At oral argument, Defendant asserted that subdivision 1(b) applies here because
Plaintiff’s case is brought “under” section 60A.19. The Court disagrees. Reading subdivision
1(b) in light of subdivision 1(a), the phrase “cases under chapters” means cases made actionable
under the enumerated chapters, not cases where service of process falls under the enumerated
chapters, as Defendant urges. Plaintiffs do not allege conduct made actionable under any of the
enumerated statutes; rather, Plaintiffs allege a cause of action for breach of contract. Because
Defendant consented to service of process on the Commissioner, Plaintiffs need only comply
with the requirements set out in section 45.028, subdivision 2.
Defendant argues that a state district court case, Owens v. State Farm Fire & Casualty
Insurance Co., No. 55-CV-10-2283 (Minn. Dist. Ct. Sept. 2, 2010),1 supports its argument that
this case is controlled by subdivision 1(b). In Owens, the defendant argued that service was
insufficient because the plaintiff did not name one of the statutes enumerated in subdivision 1.

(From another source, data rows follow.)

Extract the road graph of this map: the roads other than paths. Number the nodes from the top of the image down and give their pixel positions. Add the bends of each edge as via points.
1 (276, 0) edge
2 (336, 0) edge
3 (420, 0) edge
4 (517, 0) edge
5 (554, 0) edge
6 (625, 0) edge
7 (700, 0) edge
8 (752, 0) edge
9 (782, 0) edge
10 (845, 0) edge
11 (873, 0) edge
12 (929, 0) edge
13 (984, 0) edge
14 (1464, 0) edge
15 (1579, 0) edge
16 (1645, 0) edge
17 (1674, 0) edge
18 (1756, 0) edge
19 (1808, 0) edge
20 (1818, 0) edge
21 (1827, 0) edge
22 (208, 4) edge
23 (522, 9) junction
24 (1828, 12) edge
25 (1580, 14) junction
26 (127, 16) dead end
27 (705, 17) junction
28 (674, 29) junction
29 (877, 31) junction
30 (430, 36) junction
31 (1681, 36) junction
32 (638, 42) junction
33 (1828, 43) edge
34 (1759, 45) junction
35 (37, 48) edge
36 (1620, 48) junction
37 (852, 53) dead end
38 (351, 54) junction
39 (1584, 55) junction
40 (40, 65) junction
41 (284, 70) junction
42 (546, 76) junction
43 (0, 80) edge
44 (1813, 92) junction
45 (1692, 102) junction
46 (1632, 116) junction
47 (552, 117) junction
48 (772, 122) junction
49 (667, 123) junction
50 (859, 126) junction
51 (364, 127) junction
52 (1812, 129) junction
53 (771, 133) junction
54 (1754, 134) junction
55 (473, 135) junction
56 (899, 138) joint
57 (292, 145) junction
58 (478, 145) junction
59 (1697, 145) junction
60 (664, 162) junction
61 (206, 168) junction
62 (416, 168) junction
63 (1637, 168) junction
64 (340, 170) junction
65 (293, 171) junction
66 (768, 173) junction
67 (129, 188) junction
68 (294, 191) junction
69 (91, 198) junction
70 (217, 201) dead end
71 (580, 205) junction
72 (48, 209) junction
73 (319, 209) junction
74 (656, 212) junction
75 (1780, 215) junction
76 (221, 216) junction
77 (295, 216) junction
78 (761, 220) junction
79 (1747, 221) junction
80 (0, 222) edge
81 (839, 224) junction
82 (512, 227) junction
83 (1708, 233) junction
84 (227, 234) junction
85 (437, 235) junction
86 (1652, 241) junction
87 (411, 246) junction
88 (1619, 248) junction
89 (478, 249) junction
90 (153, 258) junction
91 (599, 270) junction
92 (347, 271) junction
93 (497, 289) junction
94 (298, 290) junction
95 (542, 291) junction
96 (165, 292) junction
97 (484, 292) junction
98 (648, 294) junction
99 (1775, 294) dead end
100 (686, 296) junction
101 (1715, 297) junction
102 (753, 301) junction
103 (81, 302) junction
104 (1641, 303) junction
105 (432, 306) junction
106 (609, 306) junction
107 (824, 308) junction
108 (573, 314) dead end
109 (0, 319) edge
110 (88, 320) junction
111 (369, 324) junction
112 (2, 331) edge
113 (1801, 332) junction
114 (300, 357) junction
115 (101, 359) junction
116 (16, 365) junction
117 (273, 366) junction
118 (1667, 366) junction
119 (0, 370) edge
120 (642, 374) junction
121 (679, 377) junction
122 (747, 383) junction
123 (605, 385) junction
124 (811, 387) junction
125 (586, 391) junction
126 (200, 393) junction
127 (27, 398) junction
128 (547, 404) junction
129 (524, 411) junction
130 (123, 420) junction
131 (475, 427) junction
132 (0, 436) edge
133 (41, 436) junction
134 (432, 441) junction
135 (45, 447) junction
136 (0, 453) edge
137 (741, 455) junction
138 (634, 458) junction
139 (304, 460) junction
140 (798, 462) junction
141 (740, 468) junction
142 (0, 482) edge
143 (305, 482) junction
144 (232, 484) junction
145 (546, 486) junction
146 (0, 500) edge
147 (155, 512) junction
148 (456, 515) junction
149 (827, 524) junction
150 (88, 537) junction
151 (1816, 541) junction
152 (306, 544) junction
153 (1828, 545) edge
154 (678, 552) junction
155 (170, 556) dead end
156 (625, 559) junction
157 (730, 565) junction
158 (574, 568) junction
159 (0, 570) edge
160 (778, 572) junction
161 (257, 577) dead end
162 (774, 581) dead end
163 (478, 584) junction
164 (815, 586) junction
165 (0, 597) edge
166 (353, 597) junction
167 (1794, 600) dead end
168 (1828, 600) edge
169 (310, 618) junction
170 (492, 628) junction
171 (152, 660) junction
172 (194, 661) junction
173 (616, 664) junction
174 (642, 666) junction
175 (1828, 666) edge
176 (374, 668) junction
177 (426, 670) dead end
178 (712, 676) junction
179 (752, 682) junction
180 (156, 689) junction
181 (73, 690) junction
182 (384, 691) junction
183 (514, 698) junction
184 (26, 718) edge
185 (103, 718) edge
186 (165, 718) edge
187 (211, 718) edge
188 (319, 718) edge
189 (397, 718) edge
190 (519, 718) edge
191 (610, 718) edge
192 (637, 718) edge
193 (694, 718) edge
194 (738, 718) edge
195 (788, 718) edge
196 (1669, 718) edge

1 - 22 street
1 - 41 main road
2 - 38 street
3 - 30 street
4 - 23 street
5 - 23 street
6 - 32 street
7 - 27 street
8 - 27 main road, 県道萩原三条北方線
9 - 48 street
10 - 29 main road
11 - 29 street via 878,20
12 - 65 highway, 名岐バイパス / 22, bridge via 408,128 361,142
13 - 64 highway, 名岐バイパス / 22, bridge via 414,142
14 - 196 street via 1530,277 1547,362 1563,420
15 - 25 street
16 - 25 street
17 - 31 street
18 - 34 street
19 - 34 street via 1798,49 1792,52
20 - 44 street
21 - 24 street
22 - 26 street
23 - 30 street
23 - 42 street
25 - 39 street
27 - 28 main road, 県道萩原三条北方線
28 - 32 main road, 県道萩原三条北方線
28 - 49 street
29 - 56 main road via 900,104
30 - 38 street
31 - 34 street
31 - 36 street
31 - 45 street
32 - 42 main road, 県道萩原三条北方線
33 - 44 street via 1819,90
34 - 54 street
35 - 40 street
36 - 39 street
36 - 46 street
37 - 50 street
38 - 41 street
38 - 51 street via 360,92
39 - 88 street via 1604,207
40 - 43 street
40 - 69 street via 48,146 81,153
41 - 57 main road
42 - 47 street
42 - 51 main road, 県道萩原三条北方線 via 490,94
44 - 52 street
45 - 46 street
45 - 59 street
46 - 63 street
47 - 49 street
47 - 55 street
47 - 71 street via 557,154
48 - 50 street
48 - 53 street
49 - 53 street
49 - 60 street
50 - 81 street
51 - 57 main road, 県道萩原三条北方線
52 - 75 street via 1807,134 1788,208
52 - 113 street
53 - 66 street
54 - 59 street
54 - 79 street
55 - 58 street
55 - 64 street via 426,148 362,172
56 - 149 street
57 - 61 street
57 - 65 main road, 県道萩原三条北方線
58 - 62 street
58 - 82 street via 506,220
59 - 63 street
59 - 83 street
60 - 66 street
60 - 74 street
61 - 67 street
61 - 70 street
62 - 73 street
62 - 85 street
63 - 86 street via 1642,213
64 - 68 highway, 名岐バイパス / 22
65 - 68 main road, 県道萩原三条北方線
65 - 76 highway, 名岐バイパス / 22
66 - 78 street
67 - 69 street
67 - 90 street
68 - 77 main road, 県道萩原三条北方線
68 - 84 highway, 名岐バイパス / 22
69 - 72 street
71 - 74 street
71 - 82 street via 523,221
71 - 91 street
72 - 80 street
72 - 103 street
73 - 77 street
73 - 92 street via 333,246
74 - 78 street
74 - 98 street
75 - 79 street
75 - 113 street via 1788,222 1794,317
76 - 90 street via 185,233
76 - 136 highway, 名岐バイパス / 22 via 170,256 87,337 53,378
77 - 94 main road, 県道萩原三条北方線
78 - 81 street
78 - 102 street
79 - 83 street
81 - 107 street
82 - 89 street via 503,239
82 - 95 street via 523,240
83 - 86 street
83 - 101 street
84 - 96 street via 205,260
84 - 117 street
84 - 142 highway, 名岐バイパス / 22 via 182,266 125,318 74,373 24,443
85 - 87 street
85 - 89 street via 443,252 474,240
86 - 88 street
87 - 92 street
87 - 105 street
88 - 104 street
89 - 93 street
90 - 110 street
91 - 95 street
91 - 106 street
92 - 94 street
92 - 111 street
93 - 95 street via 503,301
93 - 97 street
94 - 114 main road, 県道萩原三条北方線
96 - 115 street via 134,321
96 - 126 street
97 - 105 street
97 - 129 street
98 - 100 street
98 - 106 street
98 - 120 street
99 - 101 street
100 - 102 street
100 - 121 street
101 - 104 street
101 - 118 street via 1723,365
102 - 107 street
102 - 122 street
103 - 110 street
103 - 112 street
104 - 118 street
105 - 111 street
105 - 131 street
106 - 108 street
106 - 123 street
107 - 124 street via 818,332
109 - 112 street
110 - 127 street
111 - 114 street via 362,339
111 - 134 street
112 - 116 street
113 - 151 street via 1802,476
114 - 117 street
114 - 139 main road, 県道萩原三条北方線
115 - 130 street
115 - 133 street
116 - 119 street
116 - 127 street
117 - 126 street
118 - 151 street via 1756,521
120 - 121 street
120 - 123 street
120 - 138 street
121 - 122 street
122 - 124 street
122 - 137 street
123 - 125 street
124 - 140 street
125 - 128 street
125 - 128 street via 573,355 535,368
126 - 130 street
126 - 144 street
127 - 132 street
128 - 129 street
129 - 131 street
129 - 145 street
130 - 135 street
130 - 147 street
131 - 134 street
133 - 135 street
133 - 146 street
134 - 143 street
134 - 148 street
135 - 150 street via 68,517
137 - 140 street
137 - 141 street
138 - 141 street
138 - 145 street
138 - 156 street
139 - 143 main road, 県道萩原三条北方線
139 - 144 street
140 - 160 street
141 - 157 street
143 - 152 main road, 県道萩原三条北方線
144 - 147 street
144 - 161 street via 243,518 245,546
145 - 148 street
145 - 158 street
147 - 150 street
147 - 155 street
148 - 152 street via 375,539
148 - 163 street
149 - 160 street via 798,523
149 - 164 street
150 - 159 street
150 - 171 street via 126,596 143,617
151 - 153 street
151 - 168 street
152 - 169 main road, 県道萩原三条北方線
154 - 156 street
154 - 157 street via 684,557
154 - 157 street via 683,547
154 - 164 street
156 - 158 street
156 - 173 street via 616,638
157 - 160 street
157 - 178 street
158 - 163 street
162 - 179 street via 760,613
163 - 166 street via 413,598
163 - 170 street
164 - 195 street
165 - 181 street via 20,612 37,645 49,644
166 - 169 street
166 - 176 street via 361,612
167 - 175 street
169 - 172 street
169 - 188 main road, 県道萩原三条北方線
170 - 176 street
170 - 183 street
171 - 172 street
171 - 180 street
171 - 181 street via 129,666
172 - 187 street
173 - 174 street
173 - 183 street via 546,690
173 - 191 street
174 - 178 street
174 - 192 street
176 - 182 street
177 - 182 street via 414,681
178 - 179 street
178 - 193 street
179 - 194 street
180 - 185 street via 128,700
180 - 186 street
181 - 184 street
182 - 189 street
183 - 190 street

The district court rejected the argument and held that the plaintiff had effected service of process
through sections 60A.19 and 45.028, subdivision 2. Defendant has included the affidavit of
compliance from Owens in its submissions to the Court and argues that service was adequate in
Owens only because the affidavit of compliance from that case includes a reference to section
60A.19. It was defense counsel’s position at oral argument that the decision in Owens turned on
this allegedly distinguishing fact. But the opinion in Owens reflects no such reasoning, and,
further, there would be no reason to require a plaintiff to include a reference to section 60A.19
when the plaintiff is serving process on the Commissioner pursuant to the defendant’s consent.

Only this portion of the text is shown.